Authored by kbarton on Dec 18 2018, 12:52 PM.



Loop fusion is an optimization/transformation that takes two (or more) loops and
fuses (or joins) them together to create a single loop.

This pass implements Basic Loop Fusion. It will fuse loops that conform to the
following 4 conditions:

  1. Adjacent (no code in between the two loops)
  2. Control flow equivalent (if one loop executes, the other loop executes)
  3. Identical bounds (both loops iterate the same number of iterations)
  4. No negative distance dependencies between the loop bodies.

The intention is to initially focus on the safety checks and mechanics of loop
fusion. It makes no changes to the IR to create opportunities for fusion.
Instead, it checks the necessary conditions and if all conditions are met, it
fuses two loops together.

Further information on loop fusion, and techniques to improve the opportunities
for loop fusion can be found at

This patch intentionally does not add the loop fusion pass into the pass
pipeline. The location of loop fusion in the pass pipeline needs to be discussed
and I would prefer to have that discussion outside of this review.

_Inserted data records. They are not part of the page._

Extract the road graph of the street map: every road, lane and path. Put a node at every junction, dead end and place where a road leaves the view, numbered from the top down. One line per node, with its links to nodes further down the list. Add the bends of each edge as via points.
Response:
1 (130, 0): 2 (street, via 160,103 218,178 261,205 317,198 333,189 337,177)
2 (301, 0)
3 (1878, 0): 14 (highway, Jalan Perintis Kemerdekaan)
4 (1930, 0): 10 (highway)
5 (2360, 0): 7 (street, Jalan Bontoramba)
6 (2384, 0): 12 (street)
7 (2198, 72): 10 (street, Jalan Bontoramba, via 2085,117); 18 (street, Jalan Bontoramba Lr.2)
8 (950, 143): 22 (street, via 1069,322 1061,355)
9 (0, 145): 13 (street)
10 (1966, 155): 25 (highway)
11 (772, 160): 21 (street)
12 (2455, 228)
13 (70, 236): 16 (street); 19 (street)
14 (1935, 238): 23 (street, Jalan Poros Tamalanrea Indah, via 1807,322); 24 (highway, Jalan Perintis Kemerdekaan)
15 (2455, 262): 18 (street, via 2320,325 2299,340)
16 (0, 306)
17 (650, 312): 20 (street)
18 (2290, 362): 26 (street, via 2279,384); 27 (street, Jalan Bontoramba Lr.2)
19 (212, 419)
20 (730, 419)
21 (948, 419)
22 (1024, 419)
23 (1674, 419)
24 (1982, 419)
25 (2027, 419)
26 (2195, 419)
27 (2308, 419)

This patch was done in collaboration with Johannes Doerfert.

Diff Detail

Event Timeline

There are a very large number of changes, so older changes are hidden. Show Older Changes
Meinersbur added inline comments.Dec 18 2018, 10:05 PM

[serious] LLVM has an infrastructure for enabling debugging output: -debug-only. We should not introduce additional ones.

At least this option should only be available in assert-builds.


[suggestion] Add doxygen comments for these fields?


[remark] In contrast to the other invalidate reason, this one does not have a statistic counter. Intentional?


[style] Use LLVM_DUMP_METHOD pattern for dump() methods (See compiler.h)


[style] braces can be removed


[style] I'd prefer method description as a doxygen comment at the methods.


[style] Use doxygen comment?


[style] Descriptions of these would be useful.


[style] return PDT.dominates(FC0.Preheader, FC1.Preheader)


[style] This looks like a leftover review comment.


[Style] Use LLVM_PRETTY_FUNCTION instead of __FUNCTION__.

Maybe remove entirely? Nowhere I have seen function tracing in LLVM code.


[suggestion] If predication is not supported, why not using ScalarEvolution::getBackedgeTakenCount()?


[style] Use doxygen comment here?


[style] No reason to use auto here


[suggestion] Descriptions of these would be useful


[style] The braces seem unnecessary


[style] Start method names with a verb: isAdjacent?


[style] Use emplace_back?


[suggestion] This looks expensive to do. However, the pass manager will do these verifications anyway between passes (if enabled), so it shouldn't be necessary to do here.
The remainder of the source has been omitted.